Financial institutions may be willing to offer pay by bank and merchants might be eager to accept it, but getting consumers comfortable with it and its differences from their beloved credit and debit card payments might be an issue.

“The use cases for pay by bank are limited only by the merchants’ willingness to adopt the payment and the shoppers’ willingness to use it,” says Ben Jackson, chief operating officer at the Innovative Payments Association.

“With that in mind,” he continues, “the near-term uses for pay by bank will probably be extensions of bank bill pay, where people or businesses don’t want to connect to a bill-pay system, want the funds faster than bill pay allows, or are planning one-off payments.

“So, contractors and service trades like plumbers and [heating and air conditioning providers] might create pay by bank portals on their sites or even through mobile devices to displace checks. Subscription services might want to use pay by bank, and places like health clubs might want to move from card payments or automatic billing to pay by bank. Online and mobile shopping will certainly adopt it as one of the options.”

One consumer incentive, already deployed by fuel retailers when consumers pay using an ACH-based payment that is not a debit card, is to offer a discount or rewards. Pay by bank, with its cheaper processing costs, affords some financial incentives.

Acquirers, too, will have a stake in pay by bank. It could be sold as a complementary payment service. They may not have much say in it, though, which is not out of the ordinary course of business. Other payment types and devices have been developed with independent sales organizations, their agents, and acquirers easily adapting their sales strategies to them.

“I don’t think ISOs will be the ones making that decision,” says Brian Goudie, chief executive at Las Vegas-based Aurora Payments. “They will comply and get with it or get behind.”

‘It’s About the Experience’

One factor that could affect pay by bank adoption among merchants is their ability to surcharge. Surcharging at the point of sale can cover much of their credit and debit card processing costs without introducing a new way to pay. But some customers, such as at a nail salon, may opt for a lower-cost payment method to avoid the extra fees.

Pay by bank won’t be a one-size-fits-all or a wholesale replacement for the deeply rooted payment card system. Goudie suggests some verticals, such as hotels, may stick with cards, but nail salons may be optimal because of the low value and low risk of the transaction.

And pay by bank is better suited for e-commerce payments, argues Stewart Watterson, strategic advisor at Datos Insights, a Boston-based payments-advisory firm. “In-store will prove most difficult due to consumer habit and the lack of interoperable hardware at the point of sale,” Watterson says. “The current POS acceptance devices will not lend themselves well to other payment rails.

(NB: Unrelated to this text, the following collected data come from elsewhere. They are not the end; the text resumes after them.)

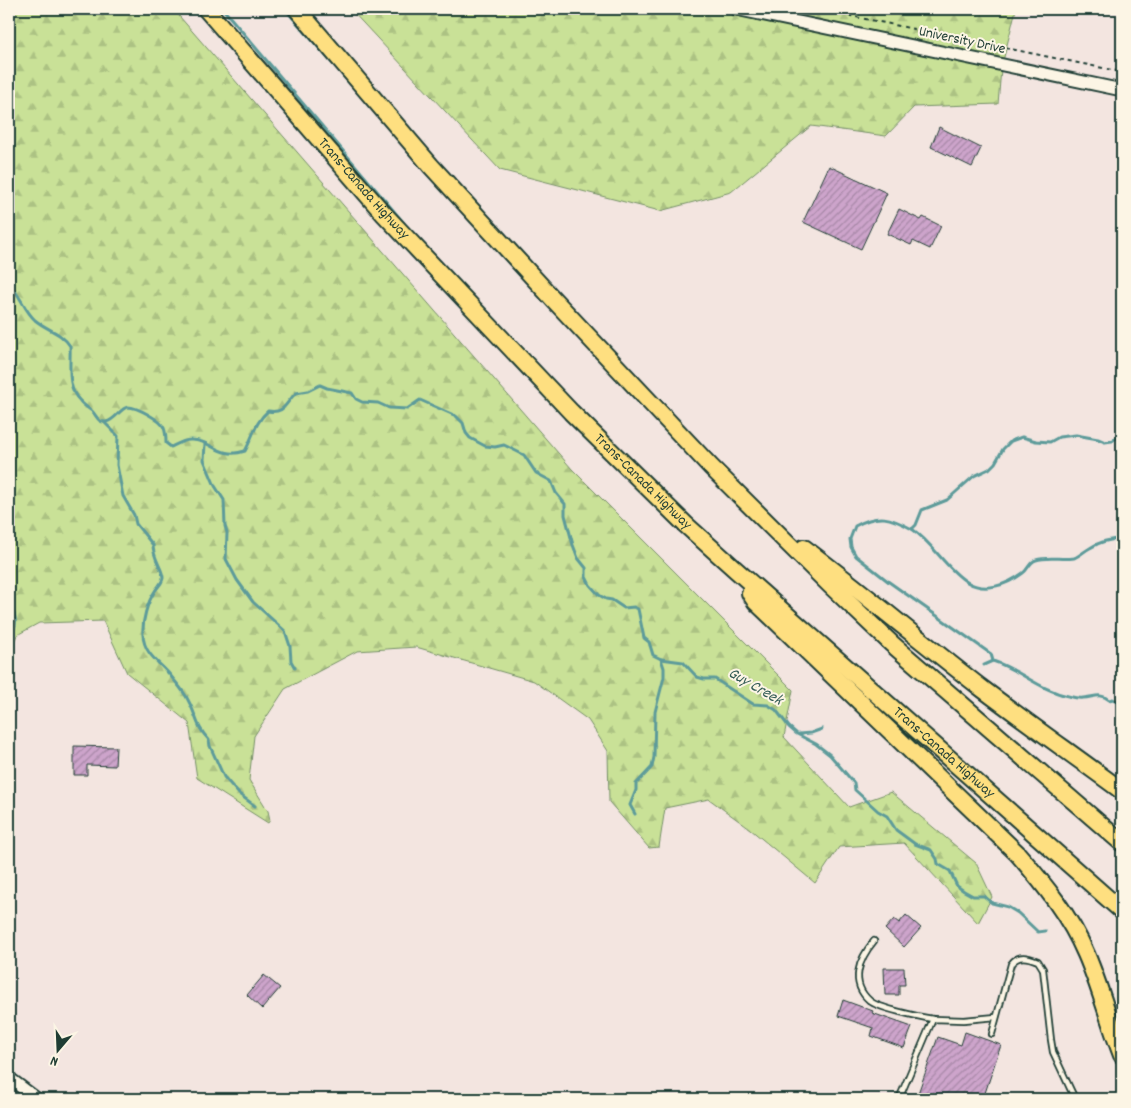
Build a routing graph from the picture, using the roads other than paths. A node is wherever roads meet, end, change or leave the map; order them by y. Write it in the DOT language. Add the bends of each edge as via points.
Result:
graph roads {
  1 [pos="206,9"];
  2 [pos="297,9"];
  3 [pos="736,9"];
  4 [pos="1122,90"];
  5 [pos="756,512"];
  6 [pos="736,570"];
  7 [pos="1122,791"];
  8 [pos="1122,843"];
  9 [pos="1122,912"];
  10 [pos="874,941"];
  11 [pos="996,1017"];
  12 [pos="933,1019"];
  13 [pos="992,1034"];
  14 [pos="1122,1055"];
  15 [pos="9,1078"];
  16 [pos="36,1099"];
  17 [pos="899,1099"];
  18 [pos="1075,1099"];
  1 -- 6 [label="highway, Trans-Canada Highway" via="384,214 571,412"];
  2 -- 5 [label="highway" via="470,209 651,405"];
  3 -- 4 [label="street, University Drive"];
  5 -- 7 [label="highway" via="985,691"];
  5 -- 8 [label="highway" via="892,644"];
  6 -- 9 [label="highway, Trans-Canada Highway"];
  6 -- 14 [label="highway" via="756,602 1017,853 1047,888 1069,920 1086,954"];
  10 -- 12 [label="lane" via="856,972 860,989 871,1002"];
  11 -- 12 [label="lane"];
  11 -- 13 [label="lane"];
  11 -- 18 [label="lane" via="1013,960 1025,957 1038,962 1043,969 1053,1052"];
  12 -- 17 [label="lane"];
  15 -- 16 [label="street"];
}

Merchants have deeply integrated the current POS systems into their own operating systems.”

Whether online or in-store, pay by bank will have to be as simple to use as paying with a card or tapping a card on a phone—or simpler.

“Consumers are the smartest people and fast learners,” says Finzly’s Rengachari. “The devices we have today—the smart phones—both a child and a grandmother can figure out to play a game.”

Above all, adoption of pay by bank is not about the technology being in place to enable it. “It’s about the experience,” Rengachari says. “All that matters is to provide an easy experience. We don’t have that kind of experience yet.”